### Time consuming of semblance

The main problem of semblance calculation is thar it very time consuming opeartion. This notebook is aimed to show few approaches to semblance calculation and redusing time.

In [2]:
import sys

import numpy as np
import matplotlib.pyplot as plt

sys.path.append('..')

from seismicpro.batchflow import ImagesBatch, Dataset, V, B, Pipeline, D
from seismicpro import FieldIndex, CustomIndex, SeismicDataset, seismic_plot, SeismicBatch

### Semblance calculation

For semblance calculation we use the following formula:
$$S = \frac{\sum^{k+N/2}_{k-N/2}(\sum^M_1 f_{ij})^2}{M \sum^{k+N/2}_{k-N/2}\sum^M_1 (f_{ij})^2} \text{ ,where }$$

* k - time sample
* N - window size
* M - number of traces
* f - value of amplitude

This secotion will contains few approaches for semblance calculation in order to reduce the time.
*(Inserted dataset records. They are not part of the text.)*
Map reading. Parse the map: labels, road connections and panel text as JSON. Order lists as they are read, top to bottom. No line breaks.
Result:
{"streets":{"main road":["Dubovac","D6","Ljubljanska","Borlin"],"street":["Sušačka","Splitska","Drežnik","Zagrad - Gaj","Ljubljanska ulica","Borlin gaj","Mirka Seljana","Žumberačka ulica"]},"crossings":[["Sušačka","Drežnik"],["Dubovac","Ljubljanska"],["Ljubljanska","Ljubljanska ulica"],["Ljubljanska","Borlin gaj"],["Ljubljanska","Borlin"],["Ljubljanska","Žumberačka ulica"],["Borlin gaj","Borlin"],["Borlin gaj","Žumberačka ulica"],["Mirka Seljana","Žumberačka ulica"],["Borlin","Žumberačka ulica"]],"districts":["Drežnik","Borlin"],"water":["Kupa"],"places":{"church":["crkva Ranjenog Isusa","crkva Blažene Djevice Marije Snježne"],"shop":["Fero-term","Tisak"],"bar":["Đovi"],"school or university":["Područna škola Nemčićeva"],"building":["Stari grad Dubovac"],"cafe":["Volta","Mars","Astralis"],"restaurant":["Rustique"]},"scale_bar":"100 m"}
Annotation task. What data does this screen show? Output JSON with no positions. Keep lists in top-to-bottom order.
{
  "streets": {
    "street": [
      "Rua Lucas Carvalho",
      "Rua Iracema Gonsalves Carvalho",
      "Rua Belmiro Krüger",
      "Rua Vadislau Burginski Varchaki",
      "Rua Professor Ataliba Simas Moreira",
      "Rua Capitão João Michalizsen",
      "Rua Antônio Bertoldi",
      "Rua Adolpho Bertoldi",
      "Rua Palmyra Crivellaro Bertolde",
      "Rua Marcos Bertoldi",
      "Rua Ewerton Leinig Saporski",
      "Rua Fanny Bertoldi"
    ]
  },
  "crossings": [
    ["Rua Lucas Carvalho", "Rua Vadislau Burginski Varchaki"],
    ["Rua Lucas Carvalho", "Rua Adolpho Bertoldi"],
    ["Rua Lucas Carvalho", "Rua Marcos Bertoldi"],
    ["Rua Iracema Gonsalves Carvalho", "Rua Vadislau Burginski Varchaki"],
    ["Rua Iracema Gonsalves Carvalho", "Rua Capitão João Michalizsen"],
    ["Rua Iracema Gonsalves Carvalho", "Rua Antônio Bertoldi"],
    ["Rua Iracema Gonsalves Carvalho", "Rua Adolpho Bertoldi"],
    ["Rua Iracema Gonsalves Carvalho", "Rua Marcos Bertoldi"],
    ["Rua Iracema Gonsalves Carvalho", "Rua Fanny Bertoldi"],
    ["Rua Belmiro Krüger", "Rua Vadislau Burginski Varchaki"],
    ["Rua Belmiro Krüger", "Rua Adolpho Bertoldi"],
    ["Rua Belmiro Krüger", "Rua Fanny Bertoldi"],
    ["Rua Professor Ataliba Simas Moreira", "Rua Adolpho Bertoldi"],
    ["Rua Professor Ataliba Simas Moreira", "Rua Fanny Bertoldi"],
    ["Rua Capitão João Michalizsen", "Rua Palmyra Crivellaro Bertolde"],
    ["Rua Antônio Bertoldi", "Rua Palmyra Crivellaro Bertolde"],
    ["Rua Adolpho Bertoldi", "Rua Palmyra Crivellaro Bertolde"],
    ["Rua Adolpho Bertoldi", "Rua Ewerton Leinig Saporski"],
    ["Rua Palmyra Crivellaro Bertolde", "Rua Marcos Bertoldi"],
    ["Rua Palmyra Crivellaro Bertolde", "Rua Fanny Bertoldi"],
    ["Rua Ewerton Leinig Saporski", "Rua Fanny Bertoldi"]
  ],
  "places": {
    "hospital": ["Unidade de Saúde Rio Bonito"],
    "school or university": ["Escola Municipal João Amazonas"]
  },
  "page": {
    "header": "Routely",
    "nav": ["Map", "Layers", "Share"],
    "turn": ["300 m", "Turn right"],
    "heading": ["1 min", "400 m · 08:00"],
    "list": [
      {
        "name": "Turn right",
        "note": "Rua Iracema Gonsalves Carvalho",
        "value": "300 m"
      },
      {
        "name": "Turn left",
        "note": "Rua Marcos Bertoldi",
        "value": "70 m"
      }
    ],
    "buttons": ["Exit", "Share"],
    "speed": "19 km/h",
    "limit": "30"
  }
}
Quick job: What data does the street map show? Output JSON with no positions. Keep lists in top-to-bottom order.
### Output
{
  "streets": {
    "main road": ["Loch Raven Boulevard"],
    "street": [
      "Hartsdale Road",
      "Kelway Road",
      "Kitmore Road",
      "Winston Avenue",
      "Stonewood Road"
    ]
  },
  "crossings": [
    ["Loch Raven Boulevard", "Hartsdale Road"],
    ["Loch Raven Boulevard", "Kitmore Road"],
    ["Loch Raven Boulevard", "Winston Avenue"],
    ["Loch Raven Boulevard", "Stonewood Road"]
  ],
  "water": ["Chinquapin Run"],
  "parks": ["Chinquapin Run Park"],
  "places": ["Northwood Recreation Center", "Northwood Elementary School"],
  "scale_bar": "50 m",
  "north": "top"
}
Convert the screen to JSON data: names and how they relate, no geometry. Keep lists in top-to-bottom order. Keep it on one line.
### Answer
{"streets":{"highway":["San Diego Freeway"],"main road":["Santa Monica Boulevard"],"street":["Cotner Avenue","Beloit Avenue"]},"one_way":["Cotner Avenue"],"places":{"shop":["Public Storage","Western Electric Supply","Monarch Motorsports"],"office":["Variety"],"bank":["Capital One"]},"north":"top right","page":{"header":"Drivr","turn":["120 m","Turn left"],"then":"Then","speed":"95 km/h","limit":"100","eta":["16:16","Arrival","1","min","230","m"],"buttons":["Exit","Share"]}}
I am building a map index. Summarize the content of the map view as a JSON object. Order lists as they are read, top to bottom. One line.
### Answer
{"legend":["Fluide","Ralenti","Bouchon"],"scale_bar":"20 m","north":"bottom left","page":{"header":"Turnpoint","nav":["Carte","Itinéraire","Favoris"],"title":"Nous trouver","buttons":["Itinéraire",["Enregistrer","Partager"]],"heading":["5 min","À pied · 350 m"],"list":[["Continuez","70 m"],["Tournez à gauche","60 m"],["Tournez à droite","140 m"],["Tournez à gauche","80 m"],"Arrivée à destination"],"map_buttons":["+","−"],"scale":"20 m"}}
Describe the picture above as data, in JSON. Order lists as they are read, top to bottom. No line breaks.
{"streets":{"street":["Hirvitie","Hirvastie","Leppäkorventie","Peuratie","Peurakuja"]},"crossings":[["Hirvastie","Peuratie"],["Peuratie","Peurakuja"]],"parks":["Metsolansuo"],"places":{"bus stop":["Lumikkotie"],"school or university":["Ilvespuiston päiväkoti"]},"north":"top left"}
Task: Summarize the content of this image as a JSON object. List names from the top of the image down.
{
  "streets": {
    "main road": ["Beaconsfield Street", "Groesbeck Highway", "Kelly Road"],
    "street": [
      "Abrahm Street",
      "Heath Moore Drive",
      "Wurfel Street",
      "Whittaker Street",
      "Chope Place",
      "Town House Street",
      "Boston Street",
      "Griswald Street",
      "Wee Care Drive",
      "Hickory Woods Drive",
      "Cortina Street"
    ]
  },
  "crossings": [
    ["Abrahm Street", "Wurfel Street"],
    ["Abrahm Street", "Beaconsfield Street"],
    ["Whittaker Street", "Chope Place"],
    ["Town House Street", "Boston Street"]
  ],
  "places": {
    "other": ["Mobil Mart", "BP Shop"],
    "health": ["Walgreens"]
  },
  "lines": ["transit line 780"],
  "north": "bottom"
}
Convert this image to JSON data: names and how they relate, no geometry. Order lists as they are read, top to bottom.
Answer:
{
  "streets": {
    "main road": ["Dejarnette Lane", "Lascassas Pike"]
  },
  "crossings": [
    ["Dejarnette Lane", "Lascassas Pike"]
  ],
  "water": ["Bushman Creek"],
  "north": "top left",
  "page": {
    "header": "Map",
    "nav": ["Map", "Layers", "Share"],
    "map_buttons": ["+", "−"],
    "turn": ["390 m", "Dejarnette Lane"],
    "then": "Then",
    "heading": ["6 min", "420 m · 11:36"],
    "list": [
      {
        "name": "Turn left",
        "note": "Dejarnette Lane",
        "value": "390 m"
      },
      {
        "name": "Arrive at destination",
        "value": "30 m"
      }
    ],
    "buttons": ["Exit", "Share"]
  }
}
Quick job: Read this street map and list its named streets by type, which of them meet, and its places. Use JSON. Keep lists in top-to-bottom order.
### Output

Frist approach is numba with 3 nested loops. Function ```_calc_semb_hard``` in utils that one can find [here](../seismicpro/src/semblance_utils.py).

In [13]:
%%time
batch = (SeismicDataset(ix_raw, batch_class=SeismicBatch).next_batch(1)
         .load(fmt='segy', components='raw', tslice=slice(1500))
         .sort_traces(src='raw', dst='raw', sort_by='offset')
         .calculate_semblance('raw', 'semblance_hard', [1200, 6000], 30, window=51, method='hard')
)

CPU times: user 3.36 s, sys: 35.1 ms, total: 3.39 s
Wall time: 3.38 s


Funciton with one numba loop and matrix operations. Function ```_calc_semb_hard_numba_mx```.

In [12]:
%%time
batch = (SeismicDataset(ix_raw, batch_class=SeismicBatch).next_batch(1)
         .load(fmt='segy', components='raw', tslice=slice(1500))
         .sort_traces(src='raw', dst='raw', sort_by='offset')
         .calculate_semblance('raw', 'semblance_numba_matrix', [1200, 6000], 30, window=51, method='numba_matrix')
)

CPU times: user 6.78 s, sys: 129 ms, total: 6.91 s
Wall time: 6.89 s


One loop with pure numpy matrix operations. Function ```_calc_semb_hard_matrix```.

In [11]:
%%time
batch = (SeismicDataset(ix_raw, batch_class=SeismicBatch).next_batch(1)
         .load(fmt='segy', components='raw', tslice=slice(1500))
         .sort_traces(src='raw', dst='raw', sort_by='offset')
         .calculate_semblance('raw', 'semblance_matrix', [1200, 6000], 30, window=51, method='matrix')
)

CPU times: user 11.4 s, sys: 845 ms, total: 12.2 s
Wall time: 12.2 s


To conclude we can say that the fastest method is to use numba with 3 nested loops.